Un caso di malattia di Creutzfeldt-Jakob è stato segnalato ad Arezzo, dove una persona è attualmente ricoverata in ospedale. A comunicarlo è l’Asl Toscana sud est, che ha precisato come non vi sia alcun collegamento con il consumo di carne bovina contaminata.
La segnalazione è stata trasmessa, come previsto dai protocolli nazionali, all’Istituto Superiore di Sanità. Si tratta di una procedura standard prevista per le patologie rare soggette a monitoraggio e non comporta automaticamente un rischio per la salute pubblica.
Una malattia rara e non contagiosa
La malattia di Creutzfeldt-Jakob è una patologia neurodegenerativa molto rara, caratterizzata da un rapido peggioramento delle funzioni neurologiche. Non è trasmissibile da persona a persona attraverso i normali contatti quotidiani.
Attualmente non esistono cure in grado di arrestarne la progressione, ma vengono adottate terapie di supporto per alleviare i sintomi e garantire la migliore qualità di vita possibile ai pazienti.
Le diverse forme della patologia
Dal punto di vista clinico si distinguono tre varianti principali. La forma sporadica, che rappresenta la maggioranza dei casi e non ha una causa identificata; la forma familiare, associata a mutazioni genetiche ereditarie; e la forma variante, storicamente correlata al consumo di carne bovina contaminata.
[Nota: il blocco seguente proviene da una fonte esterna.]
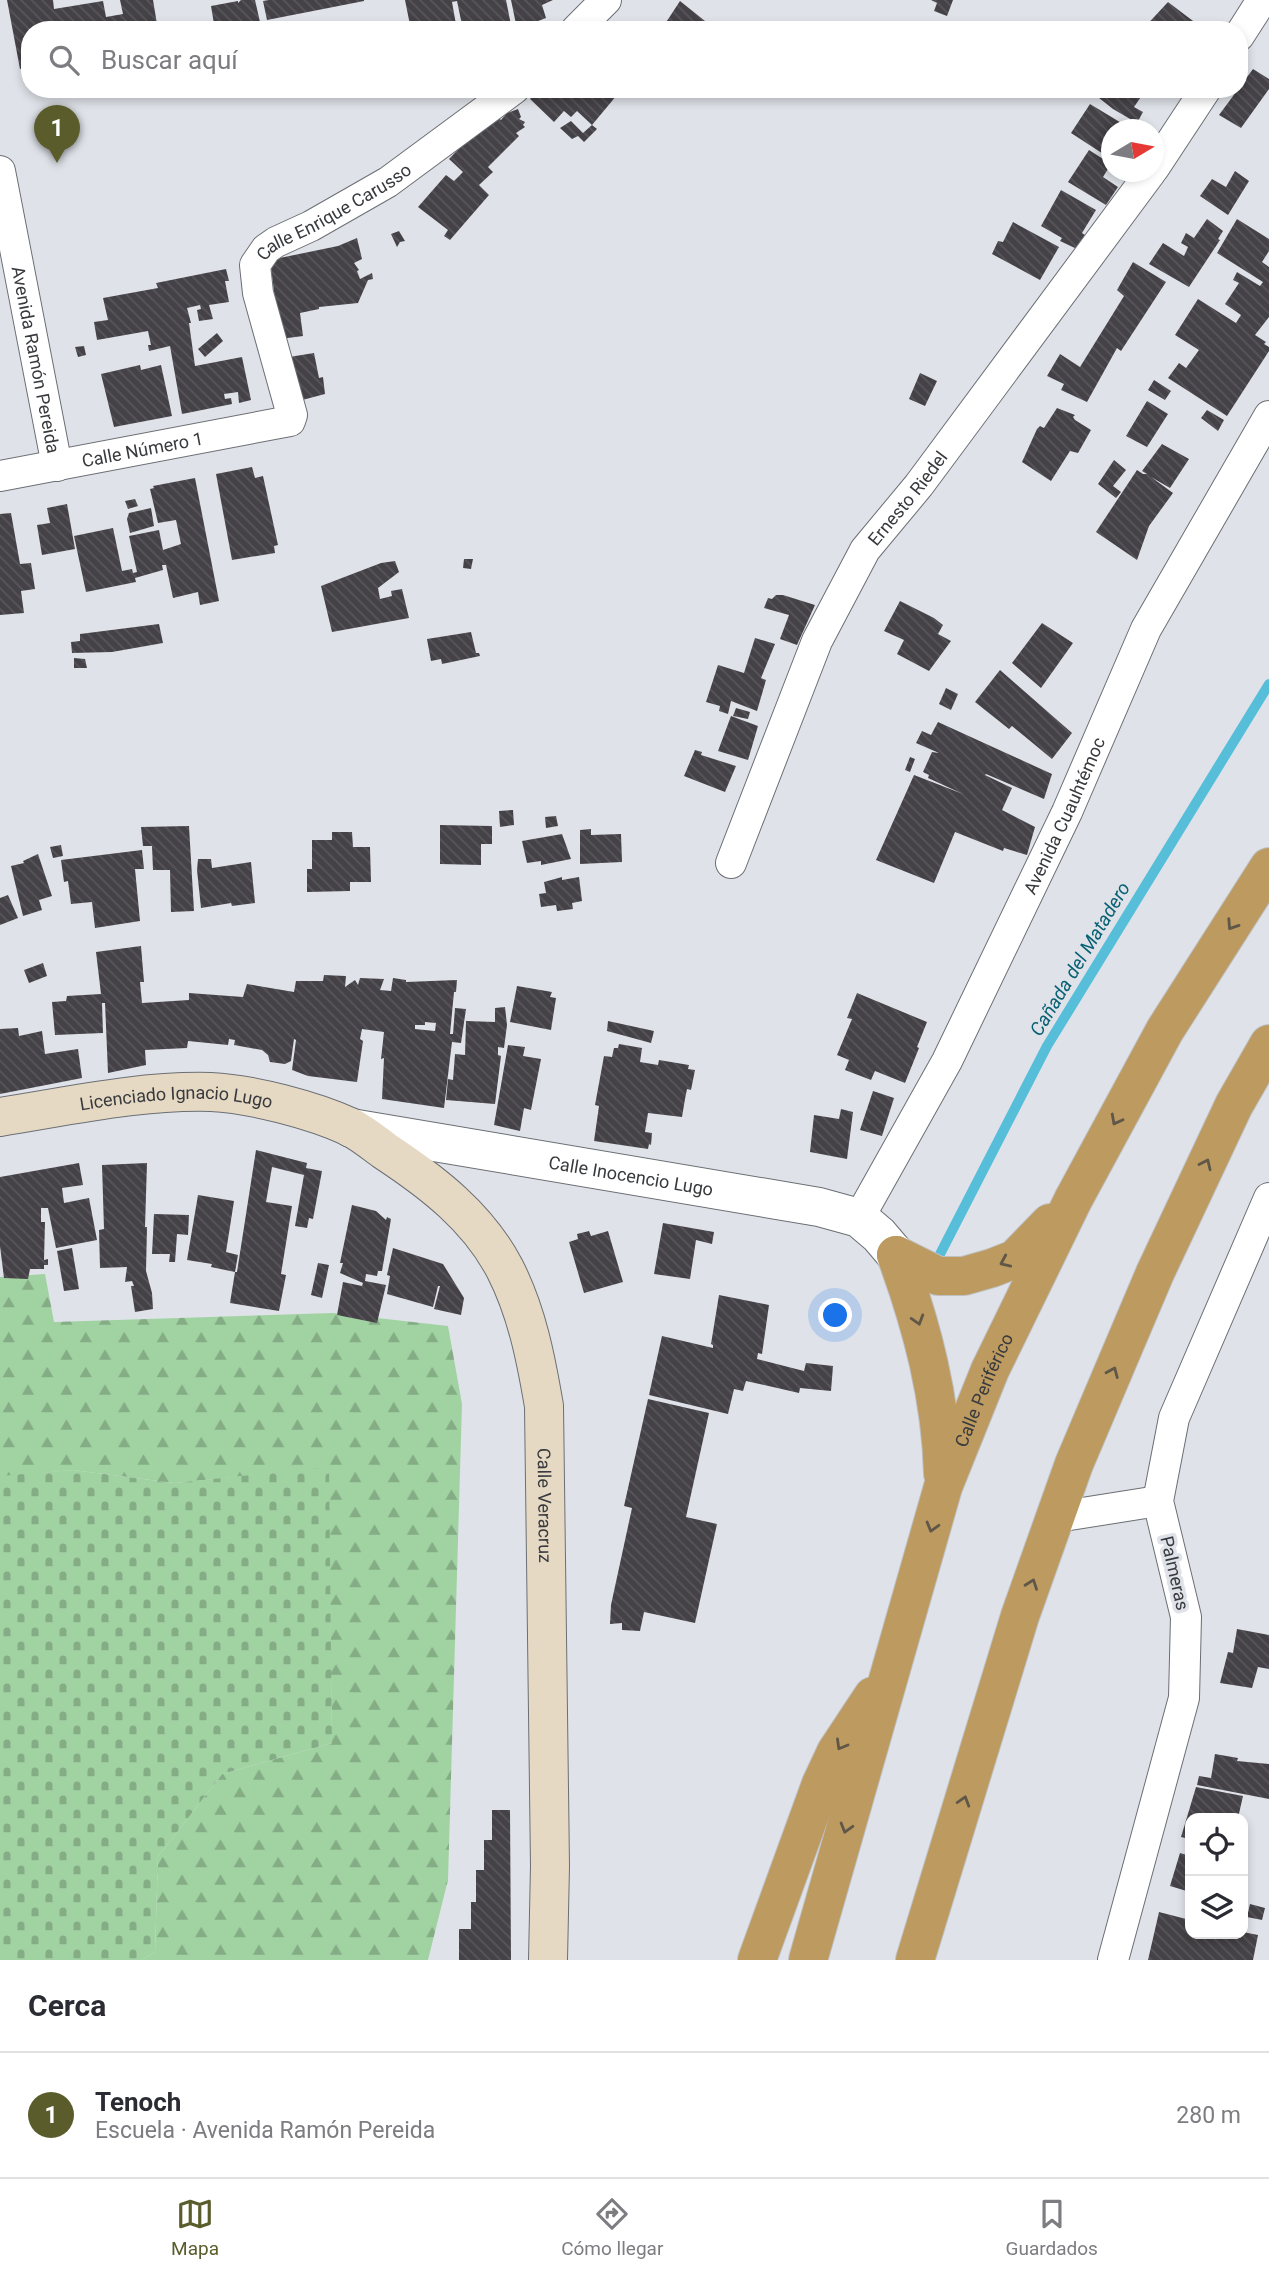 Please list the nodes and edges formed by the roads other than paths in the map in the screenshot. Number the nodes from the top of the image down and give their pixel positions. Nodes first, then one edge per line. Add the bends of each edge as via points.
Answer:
1 (606, 0) edge
2 (1262, 0) edge
3 (585, 21) edge
4 (1248, 22) edge
5 (502, 98) edge
6 (1200, 98) edge
7 (1164, 152) edge
8 (0, 171) edge
9 (1143, 182) edge
10 (1269, 416) edge
11 (287, 422) joint
12 (57, 466) junction
13 (0, 476) edge
14 (731, 863) dead end
15 (1269, 867) edge
16 (1269, 1044) edge
17 (0, 1117) edge
18 (351, 1128) junction
19 (1269, 1198) edge
20 (1073, 1200) junction
21 (859, 1218) junction
22 (896, 1255) junction
23 (943, 1487) junction
24 (1157, 1501) junction
25 (1057, 1517) junction
26 (892, 1668) junction
27 (948, 1858) junction
28 (548, 1960) edge
29 (757, 1960) edge
30 (808, 1960) edge
31 (915, 1960) edge
32 (929, 1960) edge
33 (1113, 1960) edge

1 - 3 street
2 - 4 street
5 - 11 street, Calle Enrique Carusso via 388,182 276,242 255,265 258,293 292,415
6 - 7 street, Ernesto Riedel
8 - 12 street, Avenida Ramón Pereida
9 - 14 street, Ernesto Riedel via 919,485 865,550 817,641
10 - 21 street, Avenida Cuauhtémoc via 1146,629 1067,812 947,1061
11 - 12 street, Calle Número 1
12 - 13 street, Calle Número 1
15 -> 20 highway, Calle Periférico via 1165,1030
25 -> 16 highway via 1074,1464 1155,1273 1234,1105
17 - 18 main road, Licenciado Ignacio Lugo via 107,1100 213,1093 278,1103
18 - 21 street, Calle Inocencio Lugo via 820,1207
18 - 28 main road, Calle Veracruz via 429,1181 469,1218 504,1267 536,1356 544,1406
19 - 24 street, Palmeras via 1174,1419
20 -> 22 highway via 1015,1259 992,1268 964,1276 938,1276
20 - 23 highway, Calle Periférico via 990,1370
21 - 22 street, Calle Inocencio Lugo
22 -> 23 highway via 925,1342 942,1439
23 -> 26 highway, Calle Periférico
24 - 25 street
24 - 33 street, Palmeras via 1186,1617 1184,1699
27 -> 25 highway via 1020,1616
26 -> 29 highway via 831,1763
26 -> 30 highway, Calle Periférico
27 - 31 highway
27 - 32 highway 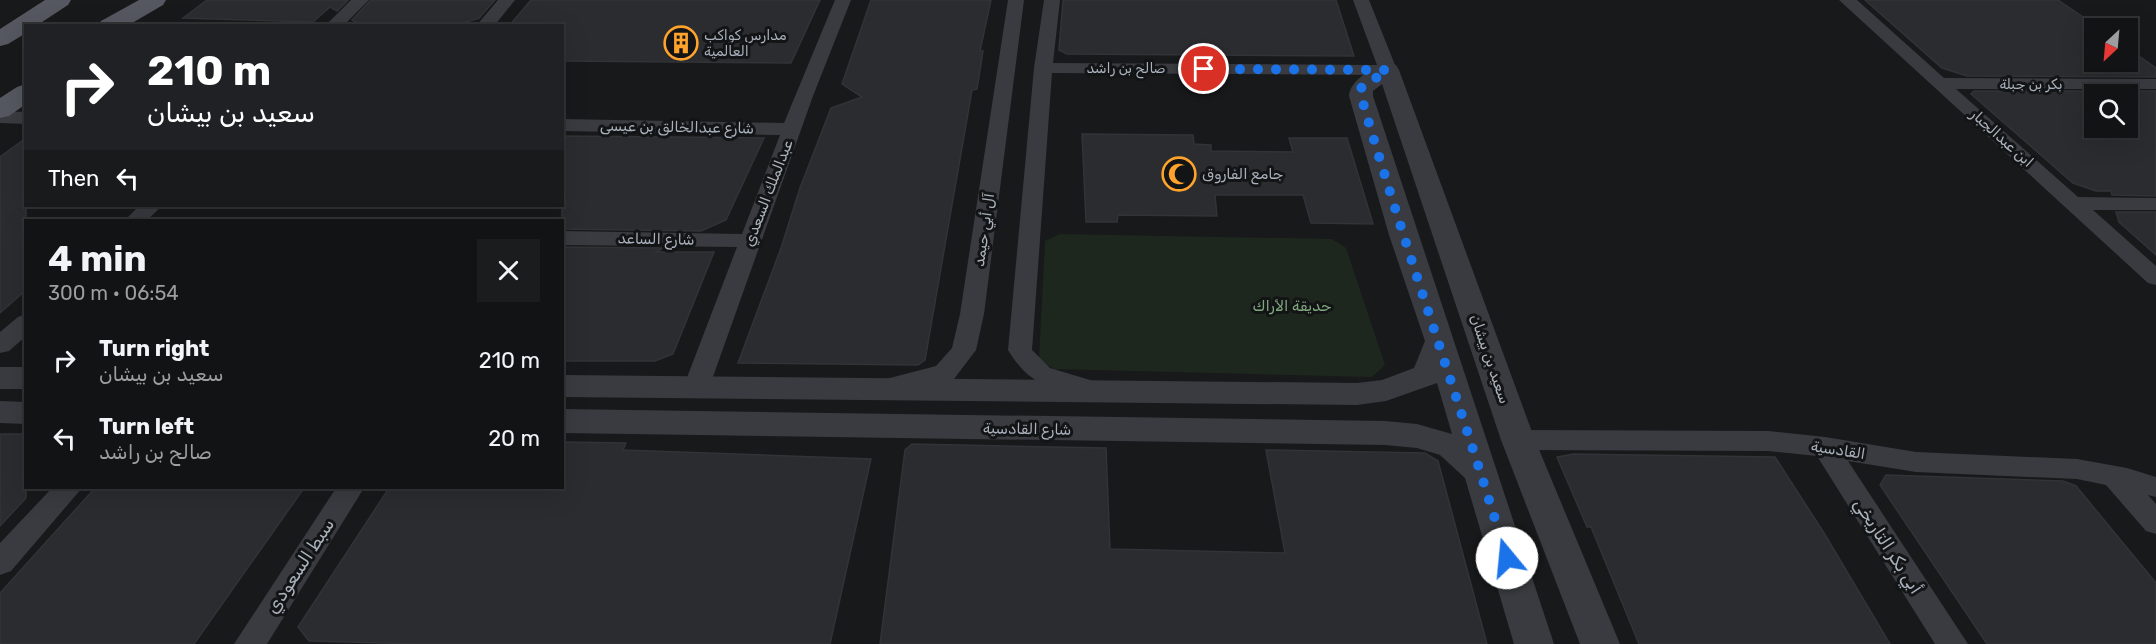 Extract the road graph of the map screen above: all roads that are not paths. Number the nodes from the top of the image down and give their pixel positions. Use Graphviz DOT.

È proprio quest’ultima eventualità che l’Asl esclude nel caso aretino. Non risultano elementi che facciano pensare a un’origine alimentare né a rischi per la collettività. L’azienda sanitaria invita a fare riferimento esclusivamente alle comunicazioni ufficiali per evitare interpretazioni errate o allarmismi ingiustificati.